*** Input for this task ***

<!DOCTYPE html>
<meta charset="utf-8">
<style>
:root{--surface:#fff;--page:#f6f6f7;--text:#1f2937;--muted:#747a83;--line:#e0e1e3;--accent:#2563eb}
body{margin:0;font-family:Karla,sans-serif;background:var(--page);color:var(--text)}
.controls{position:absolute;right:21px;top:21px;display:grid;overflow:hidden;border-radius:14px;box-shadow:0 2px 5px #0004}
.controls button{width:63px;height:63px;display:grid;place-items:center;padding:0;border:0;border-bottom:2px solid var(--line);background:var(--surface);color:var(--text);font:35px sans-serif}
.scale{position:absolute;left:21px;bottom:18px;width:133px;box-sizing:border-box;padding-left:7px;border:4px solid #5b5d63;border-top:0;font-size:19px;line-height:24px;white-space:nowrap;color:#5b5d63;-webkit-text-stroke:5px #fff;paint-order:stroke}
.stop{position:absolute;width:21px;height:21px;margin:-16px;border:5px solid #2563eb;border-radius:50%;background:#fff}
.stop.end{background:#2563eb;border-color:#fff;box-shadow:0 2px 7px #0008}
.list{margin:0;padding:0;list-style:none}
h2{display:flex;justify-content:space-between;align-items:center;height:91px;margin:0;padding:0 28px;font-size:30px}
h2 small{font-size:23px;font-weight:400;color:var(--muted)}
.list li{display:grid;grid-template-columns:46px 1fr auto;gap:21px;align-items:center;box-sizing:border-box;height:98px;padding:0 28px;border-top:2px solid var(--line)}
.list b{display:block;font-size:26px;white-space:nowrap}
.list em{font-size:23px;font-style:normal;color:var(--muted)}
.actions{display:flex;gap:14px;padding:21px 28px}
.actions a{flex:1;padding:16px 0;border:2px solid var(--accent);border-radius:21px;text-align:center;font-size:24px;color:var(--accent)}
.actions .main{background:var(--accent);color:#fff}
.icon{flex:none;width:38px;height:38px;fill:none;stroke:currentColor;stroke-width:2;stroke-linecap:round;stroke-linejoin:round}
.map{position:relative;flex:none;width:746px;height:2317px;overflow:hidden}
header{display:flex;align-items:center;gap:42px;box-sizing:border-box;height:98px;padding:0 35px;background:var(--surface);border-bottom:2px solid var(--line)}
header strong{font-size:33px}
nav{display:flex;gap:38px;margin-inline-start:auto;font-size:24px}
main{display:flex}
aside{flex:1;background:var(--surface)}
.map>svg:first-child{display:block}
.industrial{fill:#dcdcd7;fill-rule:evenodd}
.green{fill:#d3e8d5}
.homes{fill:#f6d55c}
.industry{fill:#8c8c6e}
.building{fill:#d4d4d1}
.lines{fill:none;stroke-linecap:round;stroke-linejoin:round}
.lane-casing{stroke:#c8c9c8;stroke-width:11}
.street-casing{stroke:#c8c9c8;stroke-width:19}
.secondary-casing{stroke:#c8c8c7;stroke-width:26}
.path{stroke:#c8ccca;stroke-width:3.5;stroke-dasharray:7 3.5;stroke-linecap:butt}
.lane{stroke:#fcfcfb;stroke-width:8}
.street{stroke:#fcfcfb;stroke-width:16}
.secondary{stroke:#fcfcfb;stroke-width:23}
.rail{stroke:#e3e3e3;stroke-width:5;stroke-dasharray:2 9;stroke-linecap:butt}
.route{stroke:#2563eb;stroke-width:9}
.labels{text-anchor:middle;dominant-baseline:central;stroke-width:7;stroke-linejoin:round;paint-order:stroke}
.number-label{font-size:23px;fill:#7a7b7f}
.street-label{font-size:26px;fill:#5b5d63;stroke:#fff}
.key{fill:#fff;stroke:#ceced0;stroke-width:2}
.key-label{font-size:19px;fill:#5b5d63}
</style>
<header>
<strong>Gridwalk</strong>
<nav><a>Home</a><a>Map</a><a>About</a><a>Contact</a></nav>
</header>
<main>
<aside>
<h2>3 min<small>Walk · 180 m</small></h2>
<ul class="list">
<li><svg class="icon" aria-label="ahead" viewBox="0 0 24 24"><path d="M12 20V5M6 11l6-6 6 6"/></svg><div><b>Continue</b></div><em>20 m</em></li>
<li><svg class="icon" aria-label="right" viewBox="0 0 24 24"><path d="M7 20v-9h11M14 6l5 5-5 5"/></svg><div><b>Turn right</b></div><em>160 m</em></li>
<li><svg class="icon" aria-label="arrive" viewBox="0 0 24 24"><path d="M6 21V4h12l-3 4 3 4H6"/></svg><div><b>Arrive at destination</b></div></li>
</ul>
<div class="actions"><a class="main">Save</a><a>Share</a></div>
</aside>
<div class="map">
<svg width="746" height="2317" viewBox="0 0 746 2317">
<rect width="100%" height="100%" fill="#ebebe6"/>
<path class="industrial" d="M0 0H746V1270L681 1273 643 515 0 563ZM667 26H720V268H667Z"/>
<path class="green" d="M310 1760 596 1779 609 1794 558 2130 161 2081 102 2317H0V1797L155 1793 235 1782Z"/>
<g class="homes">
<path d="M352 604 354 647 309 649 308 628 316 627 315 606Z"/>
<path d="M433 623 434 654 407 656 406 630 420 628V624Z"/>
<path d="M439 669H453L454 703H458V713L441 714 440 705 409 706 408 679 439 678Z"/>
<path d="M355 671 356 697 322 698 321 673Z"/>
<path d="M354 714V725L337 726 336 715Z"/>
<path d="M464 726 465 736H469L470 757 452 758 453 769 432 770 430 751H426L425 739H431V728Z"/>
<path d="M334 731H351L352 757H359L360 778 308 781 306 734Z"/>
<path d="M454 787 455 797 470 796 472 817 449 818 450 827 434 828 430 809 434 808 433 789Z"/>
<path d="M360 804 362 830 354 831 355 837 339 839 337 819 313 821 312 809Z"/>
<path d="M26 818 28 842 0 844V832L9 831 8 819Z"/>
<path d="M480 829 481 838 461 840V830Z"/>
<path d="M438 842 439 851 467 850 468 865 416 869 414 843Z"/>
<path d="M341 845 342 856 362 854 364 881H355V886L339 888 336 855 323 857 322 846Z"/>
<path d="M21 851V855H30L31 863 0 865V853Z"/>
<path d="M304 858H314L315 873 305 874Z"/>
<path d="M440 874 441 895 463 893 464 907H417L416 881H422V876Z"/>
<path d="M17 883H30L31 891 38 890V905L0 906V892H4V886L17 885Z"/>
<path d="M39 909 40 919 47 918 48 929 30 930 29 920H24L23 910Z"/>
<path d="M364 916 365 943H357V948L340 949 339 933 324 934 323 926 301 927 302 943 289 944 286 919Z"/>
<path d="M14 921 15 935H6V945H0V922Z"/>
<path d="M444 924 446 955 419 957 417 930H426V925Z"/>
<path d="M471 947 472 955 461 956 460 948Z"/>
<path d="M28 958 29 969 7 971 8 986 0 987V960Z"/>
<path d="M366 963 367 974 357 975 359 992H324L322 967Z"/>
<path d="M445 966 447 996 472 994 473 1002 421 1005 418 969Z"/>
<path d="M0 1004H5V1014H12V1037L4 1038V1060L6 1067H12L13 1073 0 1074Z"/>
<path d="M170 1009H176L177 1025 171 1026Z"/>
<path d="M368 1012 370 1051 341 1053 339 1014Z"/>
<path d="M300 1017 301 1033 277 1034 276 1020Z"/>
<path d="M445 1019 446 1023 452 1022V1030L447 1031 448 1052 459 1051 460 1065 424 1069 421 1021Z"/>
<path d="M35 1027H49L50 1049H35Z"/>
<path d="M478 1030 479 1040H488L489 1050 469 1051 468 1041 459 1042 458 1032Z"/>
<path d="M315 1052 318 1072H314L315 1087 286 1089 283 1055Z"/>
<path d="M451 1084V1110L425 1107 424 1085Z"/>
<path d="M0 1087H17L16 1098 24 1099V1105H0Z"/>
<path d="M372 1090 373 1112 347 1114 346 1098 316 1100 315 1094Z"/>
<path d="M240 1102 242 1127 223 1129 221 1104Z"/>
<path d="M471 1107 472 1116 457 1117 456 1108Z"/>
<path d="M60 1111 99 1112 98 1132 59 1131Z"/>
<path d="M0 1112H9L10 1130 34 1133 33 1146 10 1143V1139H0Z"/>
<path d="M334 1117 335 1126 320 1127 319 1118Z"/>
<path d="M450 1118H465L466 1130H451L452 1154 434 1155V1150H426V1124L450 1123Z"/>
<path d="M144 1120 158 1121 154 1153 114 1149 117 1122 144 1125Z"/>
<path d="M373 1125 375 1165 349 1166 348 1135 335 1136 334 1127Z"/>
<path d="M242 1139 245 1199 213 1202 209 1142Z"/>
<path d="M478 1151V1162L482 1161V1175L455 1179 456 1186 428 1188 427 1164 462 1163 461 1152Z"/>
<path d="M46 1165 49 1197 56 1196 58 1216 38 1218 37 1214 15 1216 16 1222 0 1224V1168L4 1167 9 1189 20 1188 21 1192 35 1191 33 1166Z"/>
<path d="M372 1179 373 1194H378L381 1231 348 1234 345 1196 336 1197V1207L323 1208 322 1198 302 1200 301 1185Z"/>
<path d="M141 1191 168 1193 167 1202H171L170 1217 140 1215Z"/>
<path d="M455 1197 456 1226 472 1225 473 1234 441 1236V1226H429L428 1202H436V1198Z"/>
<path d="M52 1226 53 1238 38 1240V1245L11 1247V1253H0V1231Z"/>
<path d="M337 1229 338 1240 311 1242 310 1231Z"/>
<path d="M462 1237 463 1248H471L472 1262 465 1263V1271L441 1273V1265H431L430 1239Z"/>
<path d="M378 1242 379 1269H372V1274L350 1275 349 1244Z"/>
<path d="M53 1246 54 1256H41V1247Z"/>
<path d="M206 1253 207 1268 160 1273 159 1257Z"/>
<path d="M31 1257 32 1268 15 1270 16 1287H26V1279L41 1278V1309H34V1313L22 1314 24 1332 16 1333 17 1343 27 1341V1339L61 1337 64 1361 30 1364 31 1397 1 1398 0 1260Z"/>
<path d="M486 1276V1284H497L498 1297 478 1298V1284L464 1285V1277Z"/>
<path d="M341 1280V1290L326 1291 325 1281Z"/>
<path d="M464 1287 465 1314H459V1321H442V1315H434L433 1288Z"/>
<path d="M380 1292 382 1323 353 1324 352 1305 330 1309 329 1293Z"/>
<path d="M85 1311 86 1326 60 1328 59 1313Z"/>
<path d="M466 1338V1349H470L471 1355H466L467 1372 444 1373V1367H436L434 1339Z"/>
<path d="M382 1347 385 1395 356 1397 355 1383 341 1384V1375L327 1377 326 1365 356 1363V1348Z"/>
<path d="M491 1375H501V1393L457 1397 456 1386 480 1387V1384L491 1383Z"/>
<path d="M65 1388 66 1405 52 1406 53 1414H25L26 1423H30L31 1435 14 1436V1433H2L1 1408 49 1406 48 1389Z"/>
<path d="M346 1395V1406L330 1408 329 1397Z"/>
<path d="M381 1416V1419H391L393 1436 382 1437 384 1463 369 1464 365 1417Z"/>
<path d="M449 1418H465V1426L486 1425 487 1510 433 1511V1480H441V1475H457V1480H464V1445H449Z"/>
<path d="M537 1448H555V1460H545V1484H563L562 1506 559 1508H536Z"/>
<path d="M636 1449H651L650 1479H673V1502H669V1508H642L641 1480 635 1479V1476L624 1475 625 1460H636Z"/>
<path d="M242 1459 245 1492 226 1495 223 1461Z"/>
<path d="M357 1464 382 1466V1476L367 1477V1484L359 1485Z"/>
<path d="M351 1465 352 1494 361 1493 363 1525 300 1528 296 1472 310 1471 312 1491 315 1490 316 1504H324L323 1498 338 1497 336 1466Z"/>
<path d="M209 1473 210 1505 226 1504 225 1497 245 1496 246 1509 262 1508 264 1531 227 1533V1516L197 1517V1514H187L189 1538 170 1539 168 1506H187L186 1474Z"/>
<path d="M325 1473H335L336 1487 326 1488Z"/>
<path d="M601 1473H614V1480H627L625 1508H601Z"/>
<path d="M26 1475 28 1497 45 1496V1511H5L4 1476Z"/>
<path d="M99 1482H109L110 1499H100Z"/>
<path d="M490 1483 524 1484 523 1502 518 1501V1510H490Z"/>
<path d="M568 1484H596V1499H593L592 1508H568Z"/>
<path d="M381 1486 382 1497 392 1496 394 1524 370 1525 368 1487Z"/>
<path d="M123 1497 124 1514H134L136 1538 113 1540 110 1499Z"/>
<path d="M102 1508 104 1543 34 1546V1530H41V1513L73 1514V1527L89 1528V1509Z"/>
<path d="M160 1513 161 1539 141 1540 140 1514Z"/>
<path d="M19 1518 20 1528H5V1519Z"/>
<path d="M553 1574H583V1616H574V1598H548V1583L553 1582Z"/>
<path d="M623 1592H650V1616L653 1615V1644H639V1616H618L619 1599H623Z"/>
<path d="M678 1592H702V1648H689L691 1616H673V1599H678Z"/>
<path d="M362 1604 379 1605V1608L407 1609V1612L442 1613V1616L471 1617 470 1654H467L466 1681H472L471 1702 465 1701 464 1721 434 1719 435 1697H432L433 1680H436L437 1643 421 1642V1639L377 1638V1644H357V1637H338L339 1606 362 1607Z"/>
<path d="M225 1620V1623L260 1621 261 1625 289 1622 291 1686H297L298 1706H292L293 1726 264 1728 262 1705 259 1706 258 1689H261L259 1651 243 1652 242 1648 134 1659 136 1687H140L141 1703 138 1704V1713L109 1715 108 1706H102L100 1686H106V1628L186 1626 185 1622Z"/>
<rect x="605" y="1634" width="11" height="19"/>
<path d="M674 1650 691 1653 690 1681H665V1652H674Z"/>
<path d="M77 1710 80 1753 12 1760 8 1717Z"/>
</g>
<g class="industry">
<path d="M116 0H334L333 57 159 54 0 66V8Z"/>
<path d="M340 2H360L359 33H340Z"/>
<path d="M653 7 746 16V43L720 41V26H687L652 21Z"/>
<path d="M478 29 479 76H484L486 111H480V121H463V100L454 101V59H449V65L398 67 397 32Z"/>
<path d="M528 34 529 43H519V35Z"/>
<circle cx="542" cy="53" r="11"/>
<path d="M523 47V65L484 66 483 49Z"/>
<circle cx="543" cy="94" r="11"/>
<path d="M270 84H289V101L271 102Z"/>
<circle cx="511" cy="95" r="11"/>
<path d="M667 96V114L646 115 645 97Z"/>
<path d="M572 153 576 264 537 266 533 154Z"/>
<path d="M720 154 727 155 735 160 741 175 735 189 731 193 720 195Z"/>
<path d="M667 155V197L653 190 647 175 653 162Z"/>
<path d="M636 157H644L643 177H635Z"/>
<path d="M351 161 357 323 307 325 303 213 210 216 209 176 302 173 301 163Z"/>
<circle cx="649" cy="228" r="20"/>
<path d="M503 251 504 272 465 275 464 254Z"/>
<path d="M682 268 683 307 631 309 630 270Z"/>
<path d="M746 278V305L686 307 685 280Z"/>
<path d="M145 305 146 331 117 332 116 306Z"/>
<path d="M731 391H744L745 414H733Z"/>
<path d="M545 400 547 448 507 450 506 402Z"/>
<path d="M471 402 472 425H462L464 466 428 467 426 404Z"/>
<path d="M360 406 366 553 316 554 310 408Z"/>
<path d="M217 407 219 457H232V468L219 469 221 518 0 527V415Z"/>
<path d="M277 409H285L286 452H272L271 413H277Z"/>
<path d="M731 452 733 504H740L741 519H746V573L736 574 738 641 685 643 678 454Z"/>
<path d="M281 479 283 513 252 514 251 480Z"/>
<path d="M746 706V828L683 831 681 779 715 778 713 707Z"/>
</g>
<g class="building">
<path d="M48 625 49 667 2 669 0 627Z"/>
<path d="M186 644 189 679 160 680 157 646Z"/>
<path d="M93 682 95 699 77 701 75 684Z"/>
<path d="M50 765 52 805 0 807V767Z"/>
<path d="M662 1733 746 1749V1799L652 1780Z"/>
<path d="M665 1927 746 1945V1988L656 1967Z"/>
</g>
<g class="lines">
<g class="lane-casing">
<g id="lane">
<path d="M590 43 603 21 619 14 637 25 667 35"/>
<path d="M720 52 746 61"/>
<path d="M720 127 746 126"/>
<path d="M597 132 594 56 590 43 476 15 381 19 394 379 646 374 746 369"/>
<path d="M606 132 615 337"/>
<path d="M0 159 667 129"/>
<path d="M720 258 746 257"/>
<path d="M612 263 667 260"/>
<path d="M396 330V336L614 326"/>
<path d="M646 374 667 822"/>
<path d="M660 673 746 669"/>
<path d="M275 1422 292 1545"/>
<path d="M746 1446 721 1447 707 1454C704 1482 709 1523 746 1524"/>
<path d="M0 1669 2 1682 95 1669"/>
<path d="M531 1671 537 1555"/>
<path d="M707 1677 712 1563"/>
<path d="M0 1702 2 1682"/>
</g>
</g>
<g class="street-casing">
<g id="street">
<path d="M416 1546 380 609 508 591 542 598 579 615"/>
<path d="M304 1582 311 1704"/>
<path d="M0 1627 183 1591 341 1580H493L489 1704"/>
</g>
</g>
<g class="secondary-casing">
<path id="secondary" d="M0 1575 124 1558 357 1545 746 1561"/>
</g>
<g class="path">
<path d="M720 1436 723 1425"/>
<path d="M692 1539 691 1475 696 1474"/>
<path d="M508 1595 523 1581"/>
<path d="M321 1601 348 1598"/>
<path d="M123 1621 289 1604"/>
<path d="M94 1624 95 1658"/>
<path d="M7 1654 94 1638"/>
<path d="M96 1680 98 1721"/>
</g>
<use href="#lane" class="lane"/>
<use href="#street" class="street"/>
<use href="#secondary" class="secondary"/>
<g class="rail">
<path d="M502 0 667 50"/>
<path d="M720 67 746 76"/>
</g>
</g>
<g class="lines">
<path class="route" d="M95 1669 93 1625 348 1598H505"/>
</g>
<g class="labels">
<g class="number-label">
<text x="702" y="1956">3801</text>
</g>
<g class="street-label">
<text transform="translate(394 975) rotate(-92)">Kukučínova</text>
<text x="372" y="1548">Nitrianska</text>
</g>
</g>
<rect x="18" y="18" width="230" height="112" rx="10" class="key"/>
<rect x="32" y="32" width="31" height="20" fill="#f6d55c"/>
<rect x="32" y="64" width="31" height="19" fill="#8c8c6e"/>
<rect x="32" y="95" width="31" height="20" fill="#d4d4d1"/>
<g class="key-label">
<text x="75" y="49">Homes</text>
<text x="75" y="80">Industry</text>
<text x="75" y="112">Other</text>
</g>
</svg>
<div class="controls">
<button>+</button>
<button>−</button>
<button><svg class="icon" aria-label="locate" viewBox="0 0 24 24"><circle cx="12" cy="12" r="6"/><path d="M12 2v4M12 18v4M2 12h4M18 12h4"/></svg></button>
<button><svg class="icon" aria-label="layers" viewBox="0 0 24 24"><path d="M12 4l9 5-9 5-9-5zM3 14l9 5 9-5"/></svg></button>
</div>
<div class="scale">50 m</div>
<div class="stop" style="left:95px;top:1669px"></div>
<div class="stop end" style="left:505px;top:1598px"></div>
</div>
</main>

*** End of Input for this task ***

◆ To do
Go line by line through the records and copy those that contain the word "radius".

◆ Task result
.controls{position:absolute;right:21px;top:21px;display:grid;overflow:hidden;border-radius:14px;box-shadow:0 2px 5px #0004}
.stop{position:absolute;width:21px;height:21px;margin:-16px;border:5px solid #2563eb;border-radius:50%;background:#fff}
.actions a{flex:1;padding:16px 0;border:2px solid var(--accent);border-radius:21px;text-align:center;font-size:24px;color:var(--accent)}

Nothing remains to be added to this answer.